_Dataset content:_
+ + + + + + +
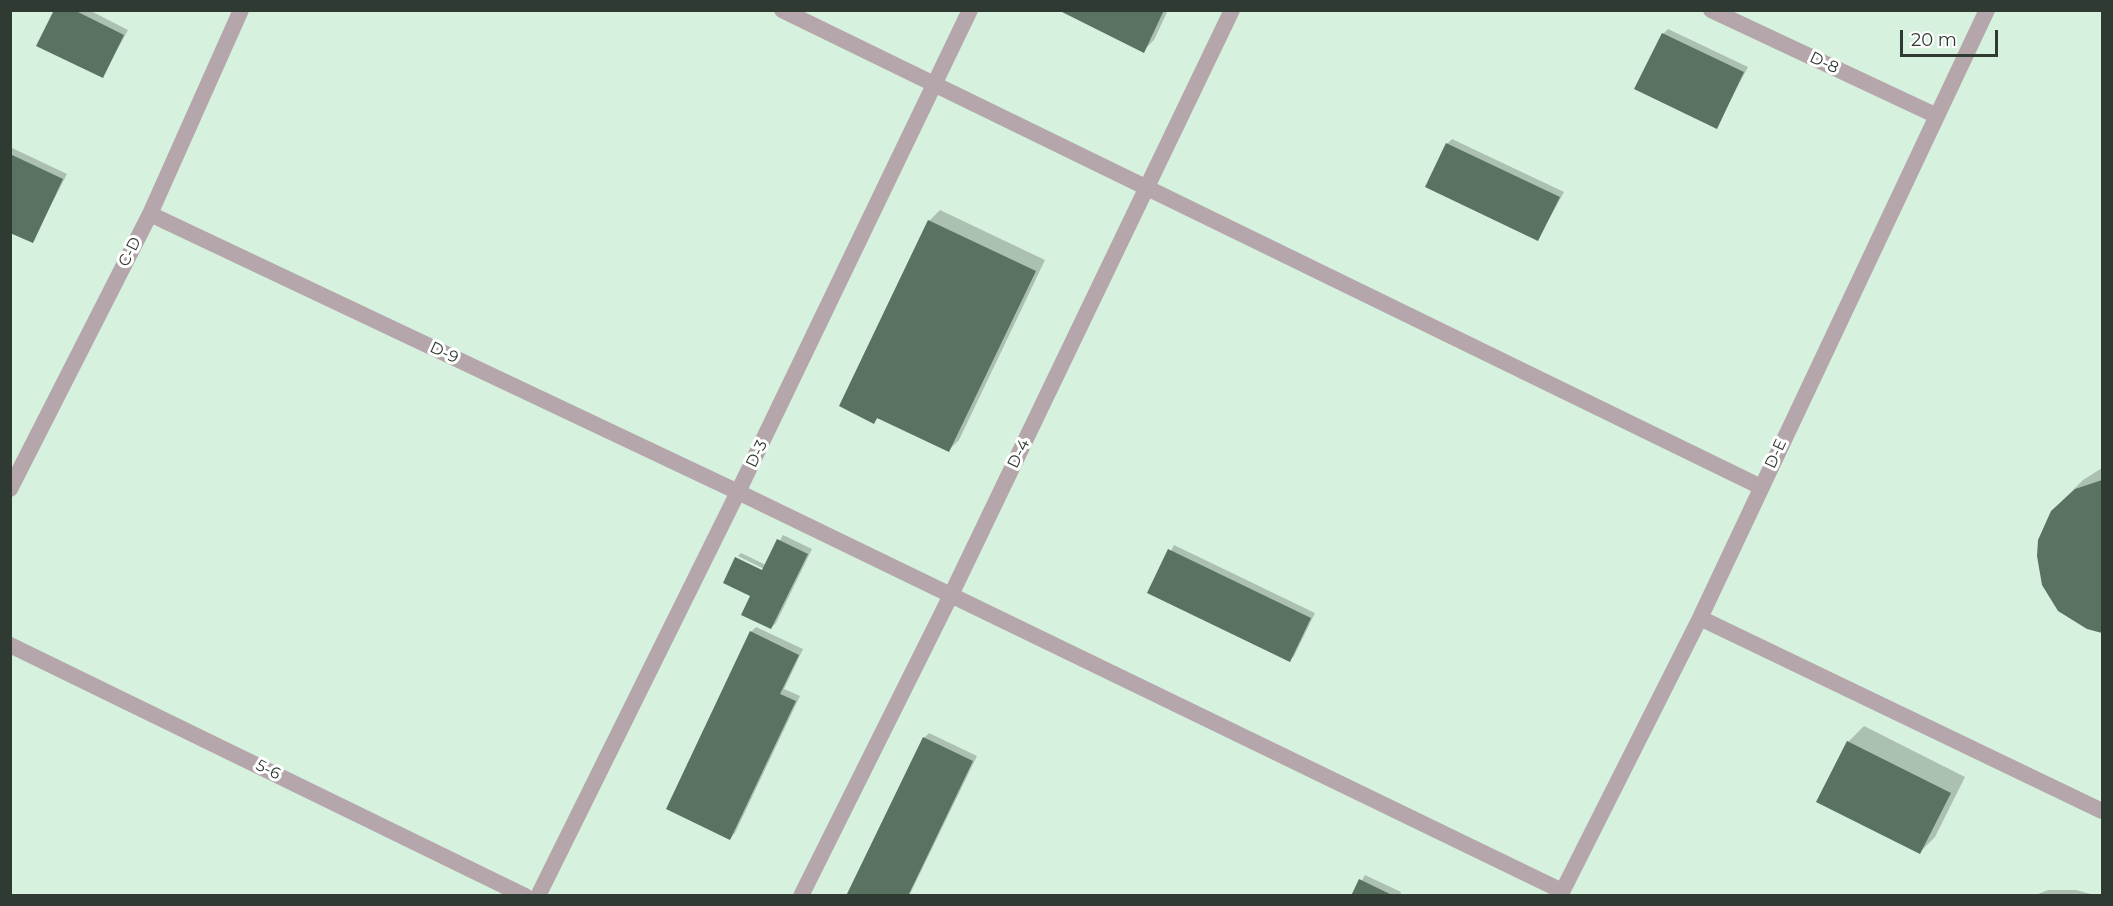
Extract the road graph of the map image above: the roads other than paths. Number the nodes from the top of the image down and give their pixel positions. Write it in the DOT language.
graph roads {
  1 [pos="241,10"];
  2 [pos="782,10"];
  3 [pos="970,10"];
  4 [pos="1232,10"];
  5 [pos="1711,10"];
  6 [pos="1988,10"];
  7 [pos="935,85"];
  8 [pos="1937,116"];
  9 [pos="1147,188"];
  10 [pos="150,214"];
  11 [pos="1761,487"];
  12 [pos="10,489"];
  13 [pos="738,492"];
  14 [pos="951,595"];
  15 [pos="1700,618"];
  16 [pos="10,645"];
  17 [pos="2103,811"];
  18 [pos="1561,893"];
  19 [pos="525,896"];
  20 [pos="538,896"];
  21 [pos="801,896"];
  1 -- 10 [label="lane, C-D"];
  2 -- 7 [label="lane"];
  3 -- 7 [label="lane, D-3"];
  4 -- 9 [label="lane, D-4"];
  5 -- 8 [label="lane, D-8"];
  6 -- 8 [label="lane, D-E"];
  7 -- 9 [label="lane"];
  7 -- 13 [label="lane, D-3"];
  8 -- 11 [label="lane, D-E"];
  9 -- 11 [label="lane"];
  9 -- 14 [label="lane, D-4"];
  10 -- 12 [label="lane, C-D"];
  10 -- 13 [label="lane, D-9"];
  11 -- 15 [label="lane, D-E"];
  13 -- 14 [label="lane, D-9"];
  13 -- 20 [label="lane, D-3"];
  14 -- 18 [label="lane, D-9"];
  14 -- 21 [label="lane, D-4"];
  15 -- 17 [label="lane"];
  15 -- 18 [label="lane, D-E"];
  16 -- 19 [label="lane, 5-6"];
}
+ + + + + + +
_Exercise prompt:_
An exact copy of the entries, minus the pictures, is what to return.

_Task solution:_
Extract the road graph of the map image above: the roads other than paths. Number the nodes from the top of the image down and give their pixel positions. Write it in the DOT language.
graph roads {
  1 [pos="241,10"];
  2 [pos="782,10"];
  3 [pos="970,10"];
  4 [pos="1232,10"];
  5 [pos="1711,10"];
  6 [pos="1988,10"];
  7 [pos="935,85"];
  8 [pos="1937,116"];
  9 [pos="1147,188"];
  10 [pos="150,214"];
  11 [pos="1761,487"];
  12 [pos="10,489"];
  13 [pos="738,492"];
  14 [pos="951,595"];
  15 [pos="1700,618"];
  16 [pos="10,645"];
  17 [pos="2103,811"];
  18 [pos="1561,893"];
  19 [pos="525,896"];
  20 [pos="538,896"];
  21 [pos="801,896"];
  1 -- 10 [label="lane, C-D"];
  2 -- 7 [label="lane"];
  3 -- 7 [label="lane, D-3"];
  4 -- 9 [label="lane, D-4"];
  5 -- 8 [label="lane, D-8"];
  6 -- 8 [label="lane, D-E"];
  7 -- 9 [label="lane"];
  7 -- 13 [label="lane, D-3"];
  8 -- 11 [label="lane, D-E"];
  9 -- 11 [label="lane"];
  9 -- 14 [label="lane, D-4"];
  10 -- 12 [label="lane, C-D"];
  10 -- 13 [label="lane, D-9"];
  11 -- 15 [label="lane, D-E"];
  13 -- 14 [label="lane, D-9"];
  13 -- 20 [label="lane, D-3"];
  14 -- 18 [label="lane, D-9"];
  14 -- 21 [label="lane, D-4"];
  15 -- 17 [label="lane"];
  15 -- 18 [label="lane, D-E"];
  16 -- 19 [label="lane, 5-6"];
}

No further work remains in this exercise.